とても疾走感のある書きっぷりと、ネーミングセンスの素晴らしさ。説明の爽快さでどんどん読める。
言い回しは太宰風なので難しい言葉だけど、それすらネタに見えるので雰囲気で読める。
毎ページ毎ページ笑ってしまうところがあり、メロスはずっと真面目なのに面白い。
とにかくフィジカルが強すぎる。
メロスの原作と歴史は守りつつも内容をかなり広げまくり全てに謎解きを絡めている。
密室、アリバイ崩し、叙述トリック、読者への挑戦状と一冊の中でこれでもかというくらいのミステリー要素。
そして毎回出てくる、メロスは推理した。がすごく良い。邪悪に対しては、人一倍に敏感であった。

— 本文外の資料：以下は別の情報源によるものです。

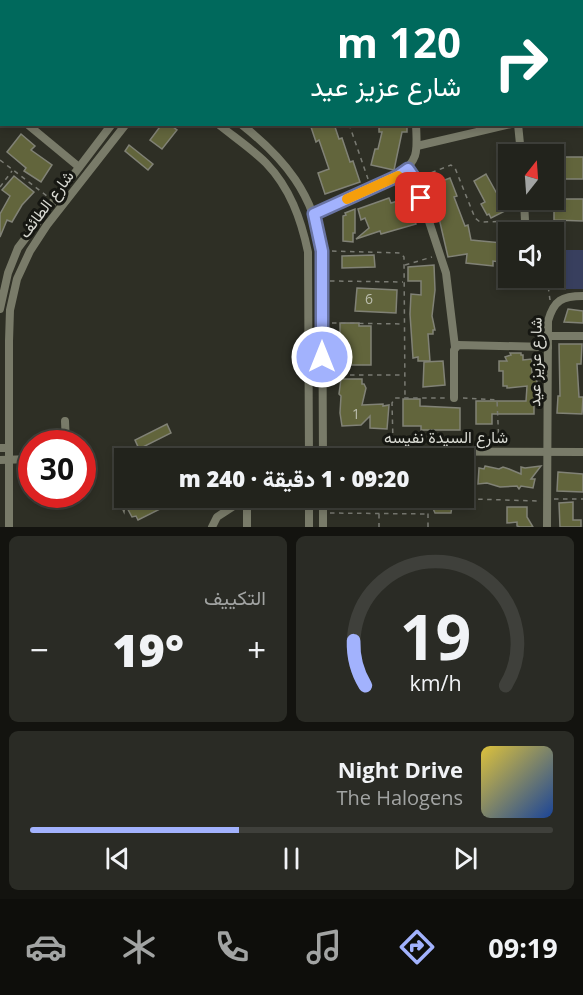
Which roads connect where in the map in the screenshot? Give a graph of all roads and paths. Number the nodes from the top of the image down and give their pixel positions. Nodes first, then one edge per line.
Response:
1 (29, 126) edge
2 (110, 126) edge
3 (126, 126) edge
4 (220, 126) edge
5 (243, 126) edge
6 (350, 126) edge
7 (416, 126) edge
8 (502, 126) edge
9 (518, 126) edge
10 (519, 144) edge
11 (417, 146) junction
12 (0, 160) edge
13 (79, 167) junction
14 (13, 169) junction
15 (408, 169) junction
16 (415, 179) junction
17 (0, 187) edge
18 (371, 188) junction
19 (53, 202) junction
20 (524, 210) edge
21 (314, 214) junction
22 (525, 221) junction
23 (535, 222) edge
24 (322, 251) junction
25 (440, 255) junction
26 (404, 265) junction
27 (322, 281) junction
28 (404, 282) junction
29 (548, 288) edge
30 (583, 296) edge
31 (1, 299) edge
32 (0, 309) edge
33 (551, 310) junction
34 (322, 322) junction
35 (404, 324) junction
36 (548, 336) junction
37 (583, 336) edge
38 (455, 347) junction
39 (548, 347) junction
40 (322, 375) junction
41 (405, 375) junction
42 (405, 397) junction
43 (454, 398) junction
44 (65, 422) dead end
45 (65, 430) edge
46 (4, 448) edge
47 (309, 448) edge
48 (323, 448) edge
49 (393, 448) edge
50 (583, 452) edge
51 (474, 453) edge
52 (499, 453) junction
53 (549, 453) junction
54 (4, 460) edge
55 (583, 499) edge
56 (474, 500) edge
57 (547, 500) junction
58 (231, 508) edge
59 (247, 508) edge
60 (309, 508) edge
61 (323, 508) edge
62 (428, 508) edge
63 (323, 513) junction
64 (379, 513) junction
65 (428, 514) junction
66 (9, 527) edge
67 (212, 527) edge
68 (247, 527) edge
69 (309, 527) edge
70 (323, 527) edge
71 (379, 527) edge
72 (428, 527) edge
73 (547, 527) edge

1 - 13 street
2 - 13 street, شارع الطائف
3 - 46 street, شارع الطائف
4 - 47 street
5 - 21 street
6 - 18 path
7 - 11 street
8 - 11 street
9 - 10 street
11 - 15 street
12 - 14 path
13 - 19 street, شارع الطائف
14 - 17 path
14 - 19 path
15 - 16 street
15 - 18 street
16 - 22 path
16 - 25 street
18 - 21 street
19 - 31 street, شارع الطائف
20 - 22 street
21 - 24 street
22 - 23 path
24 - 26 path
24 - 27 street
25 - 26 path
25 - 38 street
26 - 28 path
27 - 28 path
27 - 34 street
28 - 35 path
29 - 33 path
30 - 33 street, شارع عزيز عيد
31 - 32 street, شارع الطائف
33 - 36 street, شارع عزيز عيد
34 - 35 path
34 - 40 street
35 - 41 path
36 - 37 street
36 - 39 street, شارع عزيز عيد
38 - 39 street
38 - 43 street
39 - 53 street, شارع عزيز عيد
40 - 41 path
40 - 48 street
41 - 42 path
42 - 43 path
42 - 49 path
43 - 52 path
44 - 45 street
46 - 54 street, شارع الطائف
50 - 53 street, شارع السيدة نفيسه
51 - 52 street, شارع السيدة نفيسه
52 - 53 street, شارع السيدة نفيسه
53 - 57 street, شارع عزيز عيد
54 - 66 street, شارع الطائف
55 - 57 path
56 - 57 path
57 - 73 street, شارع عزيز عيد
58 - 67 street
59 - 68 street
60 - 69 street
61 - 63 street
62 - 65 path
63 - 64 path
63 - 70 street
64 - 65 path
64 - 71 path
65 - 72 path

これだけで探偵役を完璧にこなすメロスさんかっけえ。
後半は急に真面目な展開になり、本格ミステリーになるため、疾走感は低下するが、それまでの勢いのおかげでこのまま読み進めようという気持ちになる。
かなり無理矢理感のあるトリックばかりだけど題材が題材だけに、現実味を持たせる必要はないし面白いのが1番。
最後の最後のセリヌンティウス登場はかっこいいし、なにより前提の覆し方がすごくて、最後にどんでん返しまで突っ込んでくるんかいと、もうこちらもツッコむしかない。
個人的には3章の盗賊の話が1番好きだった。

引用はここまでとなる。